▶ **TASK PROMPT**: Among the lines below, which ones contain the word "Guedes"? Copy every such line.

▶ **LISTED RECORDS**:
++++++

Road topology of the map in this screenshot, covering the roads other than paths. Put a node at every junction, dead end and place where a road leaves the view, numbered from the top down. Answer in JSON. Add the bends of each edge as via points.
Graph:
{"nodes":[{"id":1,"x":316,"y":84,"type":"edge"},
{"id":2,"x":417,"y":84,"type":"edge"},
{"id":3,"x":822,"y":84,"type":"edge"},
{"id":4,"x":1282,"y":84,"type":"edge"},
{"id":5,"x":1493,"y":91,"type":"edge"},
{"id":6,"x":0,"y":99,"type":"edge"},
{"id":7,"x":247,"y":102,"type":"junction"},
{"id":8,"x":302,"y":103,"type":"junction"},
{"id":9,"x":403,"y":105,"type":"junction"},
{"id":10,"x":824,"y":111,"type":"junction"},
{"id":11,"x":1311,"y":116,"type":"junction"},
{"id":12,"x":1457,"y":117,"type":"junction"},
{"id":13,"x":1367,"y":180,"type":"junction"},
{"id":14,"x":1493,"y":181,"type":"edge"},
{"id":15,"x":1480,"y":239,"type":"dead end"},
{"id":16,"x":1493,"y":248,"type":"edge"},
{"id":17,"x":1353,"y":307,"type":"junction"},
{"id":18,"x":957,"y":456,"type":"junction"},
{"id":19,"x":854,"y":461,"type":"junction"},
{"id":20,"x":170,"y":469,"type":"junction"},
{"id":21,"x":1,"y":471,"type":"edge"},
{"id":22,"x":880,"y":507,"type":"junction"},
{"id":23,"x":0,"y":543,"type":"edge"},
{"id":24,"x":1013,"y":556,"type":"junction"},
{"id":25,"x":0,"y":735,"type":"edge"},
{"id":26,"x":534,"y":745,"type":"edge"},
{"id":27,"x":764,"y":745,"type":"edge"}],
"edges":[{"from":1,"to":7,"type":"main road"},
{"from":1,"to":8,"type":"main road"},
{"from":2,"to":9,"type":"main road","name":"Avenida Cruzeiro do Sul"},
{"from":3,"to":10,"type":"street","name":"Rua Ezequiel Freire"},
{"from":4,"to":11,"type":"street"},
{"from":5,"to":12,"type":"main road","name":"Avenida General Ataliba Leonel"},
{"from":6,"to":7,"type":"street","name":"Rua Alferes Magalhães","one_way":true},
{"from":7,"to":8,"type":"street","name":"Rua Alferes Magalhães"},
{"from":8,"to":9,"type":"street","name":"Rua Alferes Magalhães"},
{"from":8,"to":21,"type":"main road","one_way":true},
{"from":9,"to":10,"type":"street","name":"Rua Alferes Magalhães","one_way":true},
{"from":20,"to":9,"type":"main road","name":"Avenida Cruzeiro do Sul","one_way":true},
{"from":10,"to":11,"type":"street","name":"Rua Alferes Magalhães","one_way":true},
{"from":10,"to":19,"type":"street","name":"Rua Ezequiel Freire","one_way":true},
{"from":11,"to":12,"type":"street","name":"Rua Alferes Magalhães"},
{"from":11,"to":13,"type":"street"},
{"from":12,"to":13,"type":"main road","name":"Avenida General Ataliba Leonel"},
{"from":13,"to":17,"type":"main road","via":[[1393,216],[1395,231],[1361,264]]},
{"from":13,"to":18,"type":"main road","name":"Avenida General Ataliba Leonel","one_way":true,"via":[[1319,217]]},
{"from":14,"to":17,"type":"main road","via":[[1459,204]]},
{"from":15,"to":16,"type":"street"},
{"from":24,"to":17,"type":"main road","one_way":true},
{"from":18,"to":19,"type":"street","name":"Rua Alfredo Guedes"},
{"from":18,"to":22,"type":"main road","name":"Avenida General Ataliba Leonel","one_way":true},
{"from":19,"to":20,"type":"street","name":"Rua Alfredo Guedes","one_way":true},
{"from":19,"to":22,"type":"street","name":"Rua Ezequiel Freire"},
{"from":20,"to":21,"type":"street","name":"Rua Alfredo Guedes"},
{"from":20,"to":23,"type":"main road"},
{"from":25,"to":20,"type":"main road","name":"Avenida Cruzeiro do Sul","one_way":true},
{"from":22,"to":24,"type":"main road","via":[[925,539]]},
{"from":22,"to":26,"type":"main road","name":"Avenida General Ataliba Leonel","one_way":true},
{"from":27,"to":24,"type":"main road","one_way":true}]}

++++++

▶ **RESPONSE TO THE TASK**:
{"from":18,"to":19,"type":"street","name":"Rua Alfredo Guedes"},
{"from":19,"to":20,"type":"street","name":"Rua Alfredo Guedes","one_way":true},
{"from":20,"to":21,"type":"street","name":"Rua Alfredo Guedes"},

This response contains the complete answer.